**What is expected**
Could you find every line in the records below that contains the word "curves" and copy it?

▼

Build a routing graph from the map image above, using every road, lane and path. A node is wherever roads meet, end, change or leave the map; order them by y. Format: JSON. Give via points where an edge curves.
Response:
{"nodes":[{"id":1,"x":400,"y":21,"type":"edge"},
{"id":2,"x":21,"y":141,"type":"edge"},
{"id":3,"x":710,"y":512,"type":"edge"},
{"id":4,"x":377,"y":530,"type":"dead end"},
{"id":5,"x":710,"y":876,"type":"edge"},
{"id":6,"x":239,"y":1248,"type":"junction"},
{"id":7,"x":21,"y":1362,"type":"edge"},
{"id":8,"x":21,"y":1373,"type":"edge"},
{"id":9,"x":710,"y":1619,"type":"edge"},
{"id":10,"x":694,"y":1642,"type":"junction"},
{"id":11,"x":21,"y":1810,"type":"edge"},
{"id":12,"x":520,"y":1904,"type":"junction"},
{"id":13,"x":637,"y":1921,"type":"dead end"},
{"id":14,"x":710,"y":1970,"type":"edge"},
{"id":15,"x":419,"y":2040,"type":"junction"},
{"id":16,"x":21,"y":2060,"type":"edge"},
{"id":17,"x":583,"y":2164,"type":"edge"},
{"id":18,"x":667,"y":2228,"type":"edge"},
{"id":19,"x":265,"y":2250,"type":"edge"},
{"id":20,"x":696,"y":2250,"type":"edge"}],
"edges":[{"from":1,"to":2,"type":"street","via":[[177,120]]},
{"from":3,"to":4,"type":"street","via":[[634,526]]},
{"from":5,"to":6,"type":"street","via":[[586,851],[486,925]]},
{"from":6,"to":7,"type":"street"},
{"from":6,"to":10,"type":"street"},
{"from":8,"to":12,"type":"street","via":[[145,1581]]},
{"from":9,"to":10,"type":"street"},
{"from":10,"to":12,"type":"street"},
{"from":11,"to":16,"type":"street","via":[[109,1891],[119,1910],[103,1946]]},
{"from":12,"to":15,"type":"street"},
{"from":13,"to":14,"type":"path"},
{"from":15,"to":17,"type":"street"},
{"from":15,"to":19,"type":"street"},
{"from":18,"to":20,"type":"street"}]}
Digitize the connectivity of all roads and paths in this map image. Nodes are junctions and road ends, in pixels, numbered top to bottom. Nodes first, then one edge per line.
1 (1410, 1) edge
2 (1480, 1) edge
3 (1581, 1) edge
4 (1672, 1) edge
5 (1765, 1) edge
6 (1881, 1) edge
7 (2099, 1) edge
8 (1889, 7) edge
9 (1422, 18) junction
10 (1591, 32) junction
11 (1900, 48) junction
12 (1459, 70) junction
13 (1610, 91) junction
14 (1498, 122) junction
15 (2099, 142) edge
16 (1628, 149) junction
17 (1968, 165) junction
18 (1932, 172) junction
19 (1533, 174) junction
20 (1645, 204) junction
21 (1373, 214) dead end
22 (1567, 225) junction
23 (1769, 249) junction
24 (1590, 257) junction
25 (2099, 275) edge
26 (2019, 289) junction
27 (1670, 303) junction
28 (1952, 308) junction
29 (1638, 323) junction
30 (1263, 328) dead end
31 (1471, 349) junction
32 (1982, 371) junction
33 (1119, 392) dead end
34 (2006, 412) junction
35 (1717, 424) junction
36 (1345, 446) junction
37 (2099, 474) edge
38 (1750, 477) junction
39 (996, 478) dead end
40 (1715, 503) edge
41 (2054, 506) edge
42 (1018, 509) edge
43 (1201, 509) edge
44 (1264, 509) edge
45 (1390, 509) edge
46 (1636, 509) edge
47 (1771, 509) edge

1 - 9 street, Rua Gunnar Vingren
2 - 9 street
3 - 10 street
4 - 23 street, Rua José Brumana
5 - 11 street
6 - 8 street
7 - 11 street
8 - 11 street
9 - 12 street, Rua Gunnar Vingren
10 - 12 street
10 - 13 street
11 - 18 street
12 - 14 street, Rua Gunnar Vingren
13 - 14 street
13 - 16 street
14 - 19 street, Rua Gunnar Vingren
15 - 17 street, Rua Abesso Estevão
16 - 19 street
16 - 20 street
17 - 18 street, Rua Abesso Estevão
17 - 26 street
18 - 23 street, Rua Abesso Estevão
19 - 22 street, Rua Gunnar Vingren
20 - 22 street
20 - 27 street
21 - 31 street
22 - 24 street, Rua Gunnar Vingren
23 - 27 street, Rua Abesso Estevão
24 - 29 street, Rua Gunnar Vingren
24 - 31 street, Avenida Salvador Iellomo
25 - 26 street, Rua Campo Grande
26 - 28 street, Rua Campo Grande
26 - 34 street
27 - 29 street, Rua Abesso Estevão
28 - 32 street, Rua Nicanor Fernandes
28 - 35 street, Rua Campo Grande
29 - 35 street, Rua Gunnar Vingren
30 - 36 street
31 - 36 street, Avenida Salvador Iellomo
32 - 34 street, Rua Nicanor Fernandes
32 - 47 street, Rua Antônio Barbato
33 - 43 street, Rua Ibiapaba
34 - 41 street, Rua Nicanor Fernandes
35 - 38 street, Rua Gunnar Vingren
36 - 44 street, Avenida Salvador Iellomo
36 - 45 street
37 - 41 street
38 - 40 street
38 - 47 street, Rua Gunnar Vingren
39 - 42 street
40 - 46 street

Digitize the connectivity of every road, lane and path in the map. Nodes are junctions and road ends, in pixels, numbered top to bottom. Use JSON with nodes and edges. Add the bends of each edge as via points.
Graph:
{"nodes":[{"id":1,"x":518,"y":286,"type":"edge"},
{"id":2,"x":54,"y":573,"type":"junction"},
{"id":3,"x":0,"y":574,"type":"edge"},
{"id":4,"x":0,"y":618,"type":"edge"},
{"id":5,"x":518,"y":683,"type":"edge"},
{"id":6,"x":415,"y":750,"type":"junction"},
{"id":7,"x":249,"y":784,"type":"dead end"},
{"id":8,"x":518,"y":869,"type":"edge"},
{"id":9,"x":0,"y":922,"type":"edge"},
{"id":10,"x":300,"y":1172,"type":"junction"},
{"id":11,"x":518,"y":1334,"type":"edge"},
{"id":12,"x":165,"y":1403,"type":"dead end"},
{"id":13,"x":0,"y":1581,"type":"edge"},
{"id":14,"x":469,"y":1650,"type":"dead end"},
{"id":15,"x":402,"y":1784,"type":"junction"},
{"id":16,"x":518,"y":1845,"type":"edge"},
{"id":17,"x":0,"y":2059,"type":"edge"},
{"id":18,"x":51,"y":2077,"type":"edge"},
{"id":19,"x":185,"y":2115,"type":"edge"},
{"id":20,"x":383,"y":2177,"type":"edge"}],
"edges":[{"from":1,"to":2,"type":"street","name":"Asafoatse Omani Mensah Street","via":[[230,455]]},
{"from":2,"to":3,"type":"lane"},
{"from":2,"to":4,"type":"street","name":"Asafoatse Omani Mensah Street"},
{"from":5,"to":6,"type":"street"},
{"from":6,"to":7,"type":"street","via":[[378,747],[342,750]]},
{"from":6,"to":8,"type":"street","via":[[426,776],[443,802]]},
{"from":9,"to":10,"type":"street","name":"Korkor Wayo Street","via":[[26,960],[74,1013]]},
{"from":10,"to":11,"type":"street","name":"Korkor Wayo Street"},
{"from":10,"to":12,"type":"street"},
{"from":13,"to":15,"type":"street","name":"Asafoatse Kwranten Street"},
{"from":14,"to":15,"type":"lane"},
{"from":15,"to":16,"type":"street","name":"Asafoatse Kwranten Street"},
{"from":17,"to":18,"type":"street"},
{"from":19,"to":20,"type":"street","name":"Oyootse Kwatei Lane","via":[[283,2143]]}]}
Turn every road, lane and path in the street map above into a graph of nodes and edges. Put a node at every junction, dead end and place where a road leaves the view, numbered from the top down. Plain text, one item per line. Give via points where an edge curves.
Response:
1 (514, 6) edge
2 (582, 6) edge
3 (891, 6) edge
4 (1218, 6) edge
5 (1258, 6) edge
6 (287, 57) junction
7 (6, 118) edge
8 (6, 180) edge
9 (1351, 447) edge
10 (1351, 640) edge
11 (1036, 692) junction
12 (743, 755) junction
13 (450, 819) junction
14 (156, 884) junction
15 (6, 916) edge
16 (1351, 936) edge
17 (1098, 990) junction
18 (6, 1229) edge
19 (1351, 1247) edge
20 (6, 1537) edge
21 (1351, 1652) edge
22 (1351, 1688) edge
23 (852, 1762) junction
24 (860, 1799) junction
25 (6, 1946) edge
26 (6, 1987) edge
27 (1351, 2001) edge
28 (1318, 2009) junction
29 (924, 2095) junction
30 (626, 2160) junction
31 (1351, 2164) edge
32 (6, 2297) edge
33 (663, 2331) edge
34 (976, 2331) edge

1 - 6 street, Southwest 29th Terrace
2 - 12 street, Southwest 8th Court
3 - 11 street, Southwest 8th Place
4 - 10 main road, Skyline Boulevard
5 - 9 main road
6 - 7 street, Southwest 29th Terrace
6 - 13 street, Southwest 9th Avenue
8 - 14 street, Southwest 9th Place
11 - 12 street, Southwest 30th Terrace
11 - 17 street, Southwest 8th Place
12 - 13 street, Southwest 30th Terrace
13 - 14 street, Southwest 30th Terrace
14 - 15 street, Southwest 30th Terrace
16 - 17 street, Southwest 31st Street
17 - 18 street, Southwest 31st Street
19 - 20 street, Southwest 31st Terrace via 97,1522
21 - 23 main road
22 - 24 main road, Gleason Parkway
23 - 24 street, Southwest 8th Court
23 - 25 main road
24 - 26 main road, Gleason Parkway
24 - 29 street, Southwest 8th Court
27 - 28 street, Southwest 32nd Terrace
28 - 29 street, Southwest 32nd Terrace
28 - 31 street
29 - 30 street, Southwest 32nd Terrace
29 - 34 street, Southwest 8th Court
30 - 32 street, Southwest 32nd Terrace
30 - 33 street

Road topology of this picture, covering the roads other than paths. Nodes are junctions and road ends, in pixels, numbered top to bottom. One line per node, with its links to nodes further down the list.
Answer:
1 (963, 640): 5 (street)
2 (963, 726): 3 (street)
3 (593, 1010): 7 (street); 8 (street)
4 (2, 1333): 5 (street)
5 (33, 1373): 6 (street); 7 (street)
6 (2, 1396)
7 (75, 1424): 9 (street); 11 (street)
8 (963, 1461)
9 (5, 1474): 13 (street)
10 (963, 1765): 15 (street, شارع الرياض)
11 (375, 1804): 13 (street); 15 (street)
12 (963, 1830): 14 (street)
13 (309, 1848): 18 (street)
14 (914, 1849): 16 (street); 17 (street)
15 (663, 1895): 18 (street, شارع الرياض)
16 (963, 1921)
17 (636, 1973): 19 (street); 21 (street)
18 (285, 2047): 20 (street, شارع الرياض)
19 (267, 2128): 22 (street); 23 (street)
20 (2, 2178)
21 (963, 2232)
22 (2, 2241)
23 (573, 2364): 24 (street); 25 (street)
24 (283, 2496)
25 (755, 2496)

▲

**Reply to the exercise**
Build a routing graph from the map image above, using every road, lane and path. A node is wherever roads meet, end, change or leave the map; order them by y. Format: JSON. Give via points where an edge curves.
Turn every road, lane and path in the street map above into a graph of nodes and edges. Put a node at every junction, dead end and place where a road leaves the view, numbered from the top down. Plain text, one item per line. Give via points where an edge curves.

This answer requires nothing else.